Os planos quinquenais da China são planos econômicos e sociais de cinco anos elaborados pelo governo chinês para orientar o desenvolvimento do país. Esses planos são ferramentas fundamentais de planejamento macroeconômico e foram implementados desde a fundação da República Popular da China em 1949. Cada plano define metas e prioridades para diferentes setores da economia e da sociedade, abrangendo aspectos como industrialização, infraestrutura, tecnologia, saúde, educação e meio ambiente.

Cada plano quinquenal estabelece objetivos específicos para o crescimento econômico, desenvolvimento social, inovação tecnológica e sustentabilidade ambiental. As metas incluem indicadores de crescimento do PIB, taxas de urbanização, redução da pobreza, melhorias na saúde e educação, e metas ambientais.
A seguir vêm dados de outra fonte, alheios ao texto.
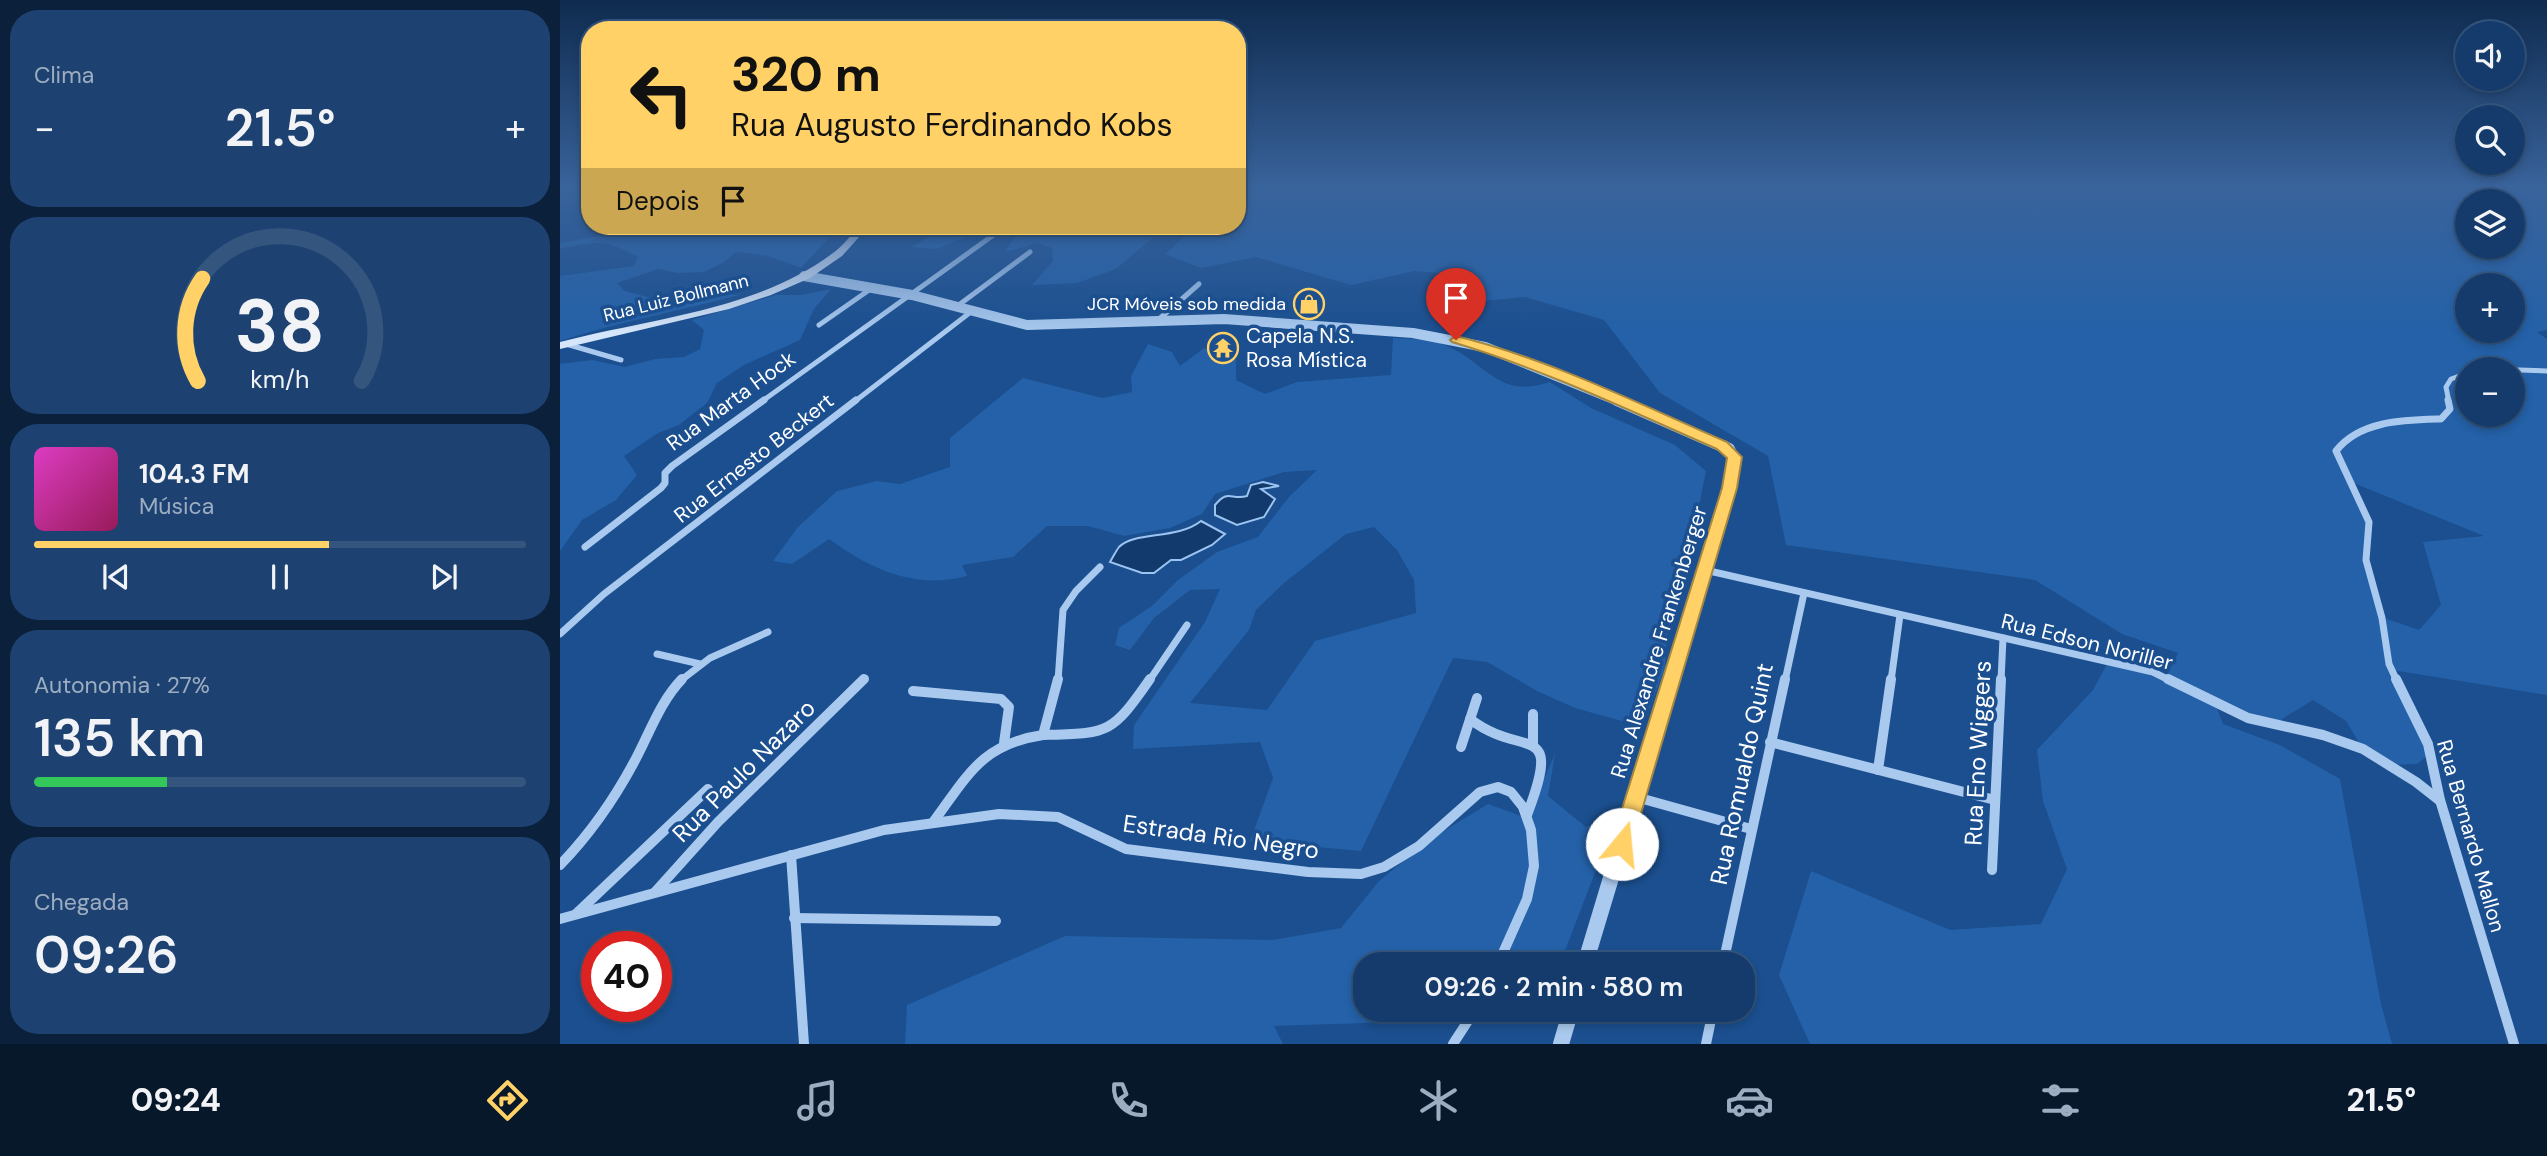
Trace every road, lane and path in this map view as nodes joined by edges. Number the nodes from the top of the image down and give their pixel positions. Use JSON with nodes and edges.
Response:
{"nodes":[{"id":1,"x":855,"y":236,"type":"edge"},
{"id":2,"x":993,"y":236,"type":"edge"},
{"id":3,"x":1030,"y":252,"type":"dead end"},
{"id":4,"x":804,"y":276,"type":"junction"},
{"id":5,"x":1199,"y":284,"type":"dead end"},
{"id":6,"x":872,"y":288,"type":"junction"},
{"id":7,"x":912,"y":295,"type":"junction"},
{"id":8,"x":956,"y":307,"type":"junction"},
{"id":9,"x":972,"y":311,"type":"junction"},
{"id":10,"x":1158,"y":320,"type":"junction"},
{"id":11,"x":819,"y":325,"type":"dead end"},
{"id":12,"x":563,"y":345,"type":"edge"},
{"id":13,"x":621,"y":360,"type":"dead end"},
{"id":14,"x":2525,"y":370,"type":"edge"},
{"id":15,"x":2547,"y":371,"type":"edge"},
{"id":16,"x":2455,"y":378,"type":"edge"},
{"id":17,"x":585,"y":547,"type":"dead end"},
{"id":18,"x":1100,"y":567,"type":"dead end"},
{"id":19,"x":1705,"y":570,"type":"junction"},
{"id":20,"x":1804,"y":593,"type":"junction"},
{"id":21,"x":1900,"y":615,"type":"junction"},
{"id":22,"x":1187,"y":625,"type":"dead end"},
{"id":23,"x":768,"y":632,"type":"dead end"},
{"id":24,"x":560,"y":634,"type":"edge"},
{"id":25,"x":2003,"y":638,"type":"junction"},
{"id":26,"x":657,"y":654,"type":"dead end"},
{"id":27,"x":700,"y":664,"type":"junction"},
{"id":28,"x":864,"y":680,"type":"dead end"},
{"id":29,"x":913,"y":691,"type":"dead end"},
{"id":30,"x":1477,"y":698,"type":"dead end"},
{"id":31,"x":1533,"y":714,"type":"dead end"},
{"id":32,"x":1470,"y":719,"type":"junction"},
{"id":33,"x":1043,"y":735,"type":"junction"},
{"id":34,"x":1770,"y":742,"type":"junction"},
{"id":35,"x":1004,"y":743,"type":"junction"},
{"id":36,"x":1533,"y":744,"type":"junction"},
{"id":37,"x":1461,"y":747,"type":"dead end"},
{"id":38,"x":1878,"y":770,"type":"junction"},
{"id":39,"x":708,"y":789,"type":"dead end"},
{"id":40,"x":1636,"y":797,"type":"junction"},
{"id":41,"x":1995,"y":800,"type":"junction"},
{"id":42,"x":2440,"y":800,"type":"junction"},
{"id":43,"x":1527,"y":816,"type":"junction"},
{"id":44,"x":934,"y":821,"type":"junction"},
{"id":45,"x":1751,"y":829,"type":"junction"},
{"id":46,"x":791,"y":855,"type":"junction"},
{"id":47,"x":560,"y":865,"type":"edge"},
{"id":48,"x":1992,"y":870,"type":"dead end"},
{"id":49,"x":654,"y":893,"type":"junction"},
{"id":50,"x":576,"y":915,"type":"junction"},
{"id":51,"x":794,"y":918,"type":"junction"},
{"id":52,"x":560,"y":919,"type":"edge"},
{"id":53,"x":996,"y":921,"type":"dead end"},
{"id":54,"x":1504,"y":952,"type":"edge"},
{"id":55,"x":1589,"y":952,"type":"edge"},
{"id":56,"x":1725,"y":952,"type":"edge"},
{"id":57,"x":1467,"y":1022,"type":"edge"},
{"id":58,"x":1567,"y":1022,"type":"edge"},
{"id":59,"x":1711,"y":1022,"type":"edge"},
{"id":60,"x":804,"y":1044,"type":"edge"},
{"id":61,"x":1453,"y":1044,"type":"edge"},
{"id":62,"x":1561,"y":1044,"type":"edge"},
{"id":63,"x":1706,"y":1044,"type":"edge"},
{"id":64,"x":2514,"y":1044,"type":"edge"}],
"edges":[{"from":1,"to":4,"type":"main road","name":"Rua Luiz Bollmann"},
{"from":2,"to":7,"type":"street","name":"Rua Marta Hock"},
{"from":3,"to":8,"type":"street"},
{"from":4,"to":6,"type":"street"},
{"from":4,"to":12,"type":"main road","name":"Rua Luiz Bollmann"},
{"from":5,"to":10,"type":"street"},
{"from":6,"to":7,"type":"street"},
{"from":6,"to":11,"type":"street"},
{"from":7,"to":8,"type":"street"},
{"from":7,"to":17,"type":"street","name":"Rua Marta Hock"},
{"from":8,"to":9,"type":"street"},
{"from":9,"to":10,"type":"street"},
{"from":9,"to":24,"type":"street","name":"Rua Ernesto Beckert"},
{"from":10,"to":19,"type":"street","name":"Rua Alexandre Frankenberger"},
{"from":12,"to":13,"type":"street"},
{"from":14,"to":15,"type":"street"},
{"from":16,"to":42,"type":"street","name":"Rua Bernardo Mallon"},
{"from":18,"to":33,"type":"street"},
{"from":19,"to":20,"type":"street","name":"Rua Edson Noriller"},
{"from":19,"to":40,"type":"street","name":"Rua Alexandre Frankenberger"},
{"from":20,"to":21,"type":"street","name":"Rua Edson Noriller"},
{"from":20,"to":34,"type":"street","name":"Rua Romualdo Quint"},
{"from":21,"to":25,"type":"street","name":"Rua Edson Noriller"},
{"from":21,"to":38,"type":"street"},
{"from":22,"to":33,"type":"street"},
{"from":23,"to":27,"type":"street"},
{"from":25,"to":41,"type":"street","name":"Rua Eno Wiggers"},
{"from":25,"to":42,"type":"street","name":"Rua Edson Noriller"},
{"from":26,"to":27,"type":"street"},
{"from":27,"to":47,"type":"street"},
{"from":28,"to":49,"type":"street","name":"Rua Paulo Nazaro"},
{"from":29,"to":35,"type":"street"},
{"from":30,"to":32,"type":"street"},
{"from":31,"to":36,"type":"street"},
{"from":32,"to":36,"type":"street"},
{"from":32,"to":37,"type":"street"},
{"from":33,"to":35,"type":"street"},
{"from":34,"to":38,"type":"street"},
{"from":34,"to":45,"type":"street","name":"Rua Romualdo Quint"},
{"from":35,"to":44,"type":"street"},
{"from":36,"to":43,"type":"street"},
{"from":38,"to":41,"type":"street"},
{"from":39,"to":50,"type":"street"},
{"from":40,"to":45,"type":"street"},
{"from":40,"to":55,"type":"street","name":"Rua Alexandre Frankenberger"},
{"from":41,"to":48,"type":"street","name":"Rua Eno Wiggers"},
{"from":42,"to":64,"type":"street","name":"Rua Bernardo Mallon"},
{"from":43,"to":44,"type":"street","name":"Estrada Rio Negro"},
{"from":43,"to":54,"type":"street","name":"Estrada Rio Negro"},
{"from":44,"to":46,"type":"street","name":"Estrada Rio Negro"},
{"from":45,"to":56,"type":"street","name":"Rua Romualdo Quint"},
{"from":46,"to":49,"type":"street","name":"Estrada Rio Negro"},
{"from":46,"to":51,"type":"street"},
{"from":49,"to":50,"type":"street","name":"Estrada Rio Negro"},
{"from":50,"to":52,"type":"street","name":"Estrada Rio Negro"},
{"from":51,"to":53,"type":"street"},
{"from":51,"to":60,"type":"street"},
{"from":57,"to":61,"type":"street"},
{"from":58,"to":62,"type":"street"},
{"from":59,"to":63,"type":"street"}]}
Os planos são elaborados pelo governo central, principalmente pelo Comitê Central do Partido Comunista Chinês e pelo Conselho de Estado. O planejamento centralizado permite uma coordenação eficiente entre diferentes regiões e setores da economia.

Durante o período de cinco anos, o governo monitora e avalia a implementação dos planos, ajustando as políticas conforme necessário para atingir as metas estabelecidas. Relatórios periódicos e avaliações de progresso são realizados para garantir que os objetivos estejam sendo cumpridos.

Exemplos de Planos Quinquenais

Primeiro Plano Quinquenal (1953-1957):

  • Foco na industrialização pesada e no desenvolvimento de infraestrutura básica.
  • Grandes investimentos em siderurgia, energia e transporte.

Décimo Terceiro Plano Quinquenal (2016-2020)

  •    Ênfase na inovação tecnológica, desenvolvimento sustentável e melhoria da qualidade de vida.
  •    Objetivos para a redução da pobreza, proteção ambiental e avanço da economia digital.

Décimo Quarto Plano Quinquenal (2021-2025)

  •  Continuidade na promoção de alta tecnologia e inovação.
  •   Foco na autossuficiência tecnológica, desenvolvimento verde e fortalecimento do mercado interno.

Os planos quinquenais são cruciais para a trajetória de desenvolvimento da China, permitindo ao governo alinhar recursos e políticas de forma estratégica para alcançar objetivos de longo prazo. Eles ajudam a orientar investimentos, promover reformas estruturais e responder a desafios econômicos e sociais emergentes.